Em 1997 Alipio coordenava a comunicação da Prefeitura Municipal de Diadema (SP). Nesse período, a luta pela regulamentação de rádios comunitárias estava em alta e Diadema não ficou de fora. Lá, num projeto pioneiro, Alipio criou e apoiou intensamente a Diadema FM (104,3 no dial), emissora que deu voz e vez aos trabalhadores, sindicalistas, lutadores dos movimentos populares, compositores e artistas talentosos da cidade, que não tinham espaço em outras emissoras.
Perseguida pelo Ministério das Comunicações de FHC, a emissora foi fechada por duas vezes, sob acusações absurdas como interferir em comunicação de ambulâncias e aeronaves. Não era clandestina nem pirata, pois possuía estatuto social e qualidade técnica, apesar de seus modestos 50 watts de potência. Poderosos ficaram incomodados porque criamos identidade com a população, chegando a ser a segunda rádio mais ouvida na cidade.
O incômodo foi, portanto, comercial e político. Comercial porque ali não havia jabá (prática comum na radiodifusão comercial) e político porque a voz ao microfone era do povo.
Alipio esteve conosco o tempo todo, como era do seu feitio, não esmoreceu, foi o dirigente necessário. No segundo fechamento, definitivo, Alipio foi conduzido à sede da Polícia Federal junto de Rosângela, a radialista de plantão.

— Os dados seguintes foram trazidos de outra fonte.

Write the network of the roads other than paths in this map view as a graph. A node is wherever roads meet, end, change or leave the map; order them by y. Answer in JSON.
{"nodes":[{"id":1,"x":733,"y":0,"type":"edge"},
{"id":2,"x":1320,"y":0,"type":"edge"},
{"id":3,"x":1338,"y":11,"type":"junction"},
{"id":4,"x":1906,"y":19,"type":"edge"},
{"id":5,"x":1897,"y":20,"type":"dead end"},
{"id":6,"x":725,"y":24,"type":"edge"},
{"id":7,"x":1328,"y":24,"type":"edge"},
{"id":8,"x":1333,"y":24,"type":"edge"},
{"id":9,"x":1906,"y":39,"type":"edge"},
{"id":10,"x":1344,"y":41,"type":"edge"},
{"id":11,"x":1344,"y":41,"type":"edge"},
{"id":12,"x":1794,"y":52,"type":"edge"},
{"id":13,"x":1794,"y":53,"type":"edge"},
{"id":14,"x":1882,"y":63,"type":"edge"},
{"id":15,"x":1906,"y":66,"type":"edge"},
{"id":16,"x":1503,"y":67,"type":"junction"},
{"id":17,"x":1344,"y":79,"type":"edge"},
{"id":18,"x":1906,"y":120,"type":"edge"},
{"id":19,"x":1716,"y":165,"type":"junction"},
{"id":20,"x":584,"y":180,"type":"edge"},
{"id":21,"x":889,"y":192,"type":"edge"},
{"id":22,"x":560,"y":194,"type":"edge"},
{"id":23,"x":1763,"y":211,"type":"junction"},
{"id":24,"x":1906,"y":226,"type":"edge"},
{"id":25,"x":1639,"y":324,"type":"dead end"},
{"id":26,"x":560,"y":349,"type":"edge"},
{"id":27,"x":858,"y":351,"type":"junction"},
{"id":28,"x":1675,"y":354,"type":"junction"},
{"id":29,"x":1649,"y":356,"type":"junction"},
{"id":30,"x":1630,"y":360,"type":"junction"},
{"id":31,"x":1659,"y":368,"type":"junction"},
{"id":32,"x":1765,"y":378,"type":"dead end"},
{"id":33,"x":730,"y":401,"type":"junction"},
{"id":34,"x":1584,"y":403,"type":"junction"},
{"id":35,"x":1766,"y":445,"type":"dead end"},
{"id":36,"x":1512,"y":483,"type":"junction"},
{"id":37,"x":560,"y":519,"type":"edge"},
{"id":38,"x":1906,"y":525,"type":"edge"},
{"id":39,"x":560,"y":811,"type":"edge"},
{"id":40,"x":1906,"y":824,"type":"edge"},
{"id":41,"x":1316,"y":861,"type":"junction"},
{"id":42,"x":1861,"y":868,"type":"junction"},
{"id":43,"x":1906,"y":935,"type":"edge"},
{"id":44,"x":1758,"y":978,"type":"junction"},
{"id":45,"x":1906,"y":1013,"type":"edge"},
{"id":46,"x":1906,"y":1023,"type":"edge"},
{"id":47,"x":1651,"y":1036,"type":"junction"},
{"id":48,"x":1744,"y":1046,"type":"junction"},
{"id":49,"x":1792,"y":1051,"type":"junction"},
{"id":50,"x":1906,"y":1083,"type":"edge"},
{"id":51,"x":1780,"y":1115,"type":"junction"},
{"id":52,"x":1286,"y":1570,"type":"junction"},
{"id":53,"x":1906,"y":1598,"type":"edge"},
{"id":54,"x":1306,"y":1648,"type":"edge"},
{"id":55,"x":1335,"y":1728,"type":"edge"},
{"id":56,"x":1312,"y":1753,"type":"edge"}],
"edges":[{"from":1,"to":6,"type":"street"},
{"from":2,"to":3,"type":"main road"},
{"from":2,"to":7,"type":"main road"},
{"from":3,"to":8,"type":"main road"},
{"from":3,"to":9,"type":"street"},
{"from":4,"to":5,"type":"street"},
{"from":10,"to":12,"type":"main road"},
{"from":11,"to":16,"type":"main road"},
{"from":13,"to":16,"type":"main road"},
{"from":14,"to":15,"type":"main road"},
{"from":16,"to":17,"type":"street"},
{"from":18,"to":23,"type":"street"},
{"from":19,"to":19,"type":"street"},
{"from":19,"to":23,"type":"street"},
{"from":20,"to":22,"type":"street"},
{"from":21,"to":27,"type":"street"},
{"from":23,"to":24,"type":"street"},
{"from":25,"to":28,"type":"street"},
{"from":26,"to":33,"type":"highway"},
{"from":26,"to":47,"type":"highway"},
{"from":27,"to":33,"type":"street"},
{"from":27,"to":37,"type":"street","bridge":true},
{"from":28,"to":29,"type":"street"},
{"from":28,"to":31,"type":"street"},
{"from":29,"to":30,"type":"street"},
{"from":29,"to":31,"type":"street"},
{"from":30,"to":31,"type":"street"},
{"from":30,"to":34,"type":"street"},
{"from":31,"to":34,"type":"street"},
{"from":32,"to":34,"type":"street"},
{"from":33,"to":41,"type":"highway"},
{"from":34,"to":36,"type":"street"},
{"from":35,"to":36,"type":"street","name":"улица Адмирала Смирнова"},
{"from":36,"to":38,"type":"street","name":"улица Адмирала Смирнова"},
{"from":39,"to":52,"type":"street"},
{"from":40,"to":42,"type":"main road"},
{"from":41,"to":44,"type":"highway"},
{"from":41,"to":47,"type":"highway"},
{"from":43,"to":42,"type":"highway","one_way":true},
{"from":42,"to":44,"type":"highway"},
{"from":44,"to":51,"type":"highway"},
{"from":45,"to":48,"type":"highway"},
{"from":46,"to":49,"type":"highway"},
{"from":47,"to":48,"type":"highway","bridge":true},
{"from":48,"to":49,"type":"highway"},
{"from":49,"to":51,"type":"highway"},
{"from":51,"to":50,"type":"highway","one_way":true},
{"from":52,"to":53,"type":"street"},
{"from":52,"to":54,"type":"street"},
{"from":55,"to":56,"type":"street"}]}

Em seu depoimento na Rua Piauí, na capital, após saber de seu passado como preso político, Alipio ouviu de um agente que os tempos eram outros, porque o sindicato dos policiais era ligado à CUT. Para desespero da advogada, Dra. Michael Mary Nolan, Alipio respondeu que era uma novidade mesmo, pois em caso de novo golpe ele seria torturado por companheiros.
Em razão da Diadema FM, Alipio respondeu a um processo kafkaniano. Depois de cinco anos, apesar das convicções dos agentes públicos da repressão, não tinham provas e arquivaram aquela barbaridade jurídica. Os equipamentos e acervo de músicas apreendidos foram devolvidos e tudo seguiu para doação aos trabalhadores rurais sem-terra do interior de São Paulo, continuaria, portanto, servindo aos propósitos iniciais de facilitar a comunicação popular.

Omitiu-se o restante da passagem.